Nova Scotia

Pete Luckett reflects on Pete's Frootique after Sobeys sale

Pete Luckett sits down with CBC News to reflect on the road that led him from a little fruit-and-veg stall in England to Pete’s Frootique, a Nova Scotia institution.

One of Nova Scotia's leading entrepreneurs talks about how he built his success, and what he wants to do next

Standing amid his wine vats, Pete Luckett can't shake the smile from his face after selling Pete's Fine Foods to Sobeys. (CBC)

Pete Luckett spent the first three hours of Friday signing the stacks of paper that would sell his iconic Pete's Fine Foods business to Sobeys Inc.

After a barrage of media interest, he sat down with CBC News to reflect on the road that led him from a little fruit-and-veg stall in England to Pete's Frootique, a Nova Scotia institution.

Luckett, 62, started selling produce as a teenager at Victoria Market in Nottingham, England. Fighting for customers with all the other produce stalls, he soon realized he needed to stand out if he wanted to stay in business.

"Pat Briton, my old boss, was my mentor, my hero, my guidance counsellor. He was like a brother to me, and he was my boss," Luckett says.

"He was the green grocer of all green grocers and he taught me a lot of things. But I think more than anything, he taught me how to engage and interact with a customer."

In short, he learned how to make people want to give him their money. Anyone who's seen Luckett in action can vouch for his ability to make strangers feel like old friends as he guides them to the cash register.

Briton taught him "the chat, the charm, the moves — all the old lines. And the old lines still work the best," Luckett says with a grin.

Pete Luckett learned his charm from Pat Briton, a veteran of the Victoria Market in England. (www.petes.ca)

He opened his first Pete's Frootique in England in 1975. But he got restless four years later and travelled the world. He stopped at a farm in St. Antoine, N.B.

He continued selling produce, but it was a far cry from the intensity of Victoria Market.

"It's a different world, but I still apply a lot of the old techniques, from merchandising to colour separation, the excitement, the freshness. This is all stuff I learned in the old days on the markets of England."

He moved to Saint John and opened a new fruit-and-veg stall. He soon expanded to providing produce for local restaurants.

He landed a television column on CBC, and later CTV, unleashing his well-honed charm onto a wider audience with his trademark "toodledo."

On that first live hit, he meant to say "toodle-oo," the usual English expression for goodbye, but slipped up and said "toodledo." 

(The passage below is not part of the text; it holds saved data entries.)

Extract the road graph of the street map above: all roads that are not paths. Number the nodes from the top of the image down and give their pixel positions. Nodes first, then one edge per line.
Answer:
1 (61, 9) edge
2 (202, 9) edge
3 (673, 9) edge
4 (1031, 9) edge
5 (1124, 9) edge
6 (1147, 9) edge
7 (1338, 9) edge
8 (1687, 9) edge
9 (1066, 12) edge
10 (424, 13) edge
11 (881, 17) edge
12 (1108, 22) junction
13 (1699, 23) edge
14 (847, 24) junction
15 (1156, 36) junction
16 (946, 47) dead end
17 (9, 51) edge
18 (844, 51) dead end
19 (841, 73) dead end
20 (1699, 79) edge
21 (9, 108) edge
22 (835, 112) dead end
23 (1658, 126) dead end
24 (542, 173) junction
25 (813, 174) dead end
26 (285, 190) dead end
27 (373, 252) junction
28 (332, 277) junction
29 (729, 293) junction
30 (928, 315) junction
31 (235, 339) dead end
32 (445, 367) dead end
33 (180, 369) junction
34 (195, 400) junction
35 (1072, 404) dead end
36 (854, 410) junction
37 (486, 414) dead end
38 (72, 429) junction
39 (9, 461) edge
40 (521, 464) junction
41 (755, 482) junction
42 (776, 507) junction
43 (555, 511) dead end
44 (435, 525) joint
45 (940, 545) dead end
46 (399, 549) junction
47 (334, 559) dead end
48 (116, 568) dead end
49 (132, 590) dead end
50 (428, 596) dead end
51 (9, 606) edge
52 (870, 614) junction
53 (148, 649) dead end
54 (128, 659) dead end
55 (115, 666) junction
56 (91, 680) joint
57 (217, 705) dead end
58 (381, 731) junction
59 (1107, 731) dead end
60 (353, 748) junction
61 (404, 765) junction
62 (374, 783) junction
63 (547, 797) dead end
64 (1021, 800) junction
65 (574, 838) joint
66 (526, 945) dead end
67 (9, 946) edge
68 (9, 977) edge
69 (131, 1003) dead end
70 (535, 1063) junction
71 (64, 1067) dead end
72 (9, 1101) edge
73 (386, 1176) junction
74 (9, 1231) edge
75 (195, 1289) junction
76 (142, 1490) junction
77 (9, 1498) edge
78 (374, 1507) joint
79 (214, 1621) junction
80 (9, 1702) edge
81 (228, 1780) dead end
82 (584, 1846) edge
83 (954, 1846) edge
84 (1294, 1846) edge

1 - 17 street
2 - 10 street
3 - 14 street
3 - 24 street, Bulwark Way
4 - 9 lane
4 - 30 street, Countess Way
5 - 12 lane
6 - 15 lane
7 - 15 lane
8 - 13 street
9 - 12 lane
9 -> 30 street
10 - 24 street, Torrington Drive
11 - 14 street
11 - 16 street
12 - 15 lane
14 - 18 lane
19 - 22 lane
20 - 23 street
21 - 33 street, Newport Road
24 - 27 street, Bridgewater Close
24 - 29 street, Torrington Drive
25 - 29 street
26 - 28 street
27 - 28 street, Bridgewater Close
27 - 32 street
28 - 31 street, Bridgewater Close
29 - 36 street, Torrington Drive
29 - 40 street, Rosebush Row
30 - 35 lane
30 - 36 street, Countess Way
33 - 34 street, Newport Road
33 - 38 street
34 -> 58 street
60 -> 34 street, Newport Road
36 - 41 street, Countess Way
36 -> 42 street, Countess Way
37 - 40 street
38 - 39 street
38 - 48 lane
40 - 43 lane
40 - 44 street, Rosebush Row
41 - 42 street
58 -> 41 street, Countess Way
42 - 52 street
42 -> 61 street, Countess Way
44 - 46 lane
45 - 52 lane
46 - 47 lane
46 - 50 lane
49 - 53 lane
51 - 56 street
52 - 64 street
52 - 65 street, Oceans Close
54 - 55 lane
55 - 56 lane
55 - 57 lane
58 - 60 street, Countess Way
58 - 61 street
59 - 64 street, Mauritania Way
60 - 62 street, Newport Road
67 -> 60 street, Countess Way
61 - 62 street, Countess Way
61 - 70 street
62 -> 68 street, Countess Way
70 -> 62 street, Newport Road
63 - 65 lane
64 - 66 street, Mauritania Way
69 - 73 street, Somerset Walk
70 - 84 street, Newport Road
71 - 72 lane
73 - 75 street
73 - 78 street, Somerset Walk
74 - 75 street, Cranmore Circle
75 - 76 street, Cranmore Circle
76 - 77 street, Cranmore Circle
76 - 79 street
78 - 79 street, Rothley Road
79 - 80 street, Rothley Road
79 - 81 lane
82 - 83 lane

The TV producers knew genius when they saw it — even if it was accidental — and urged him to stick with "toodledo." It was good advice.

Fruit expert Pete Luckett on Christmas oranges

36 years ago
Duration 2:01
Pete Lucket shows off the differences among the clementines, mandarins and tangerines in December 1988.

That familiar restlessness so common among entrepreneurs returned. He moved again, this time to Nova Scotia. He opened the Bedford Pete's Frootique in 1992. He added the downtown Halifax store in 2004.

He was catching the start of a rising wave that turned eating local from a fringe belief to mainstream practice.

He also played a leading role in convincing the Nova Scotia government to lift its ban on Sunday shopping. He skirted the ban by dividing his store into smaller sections that were each individually allowed to open. 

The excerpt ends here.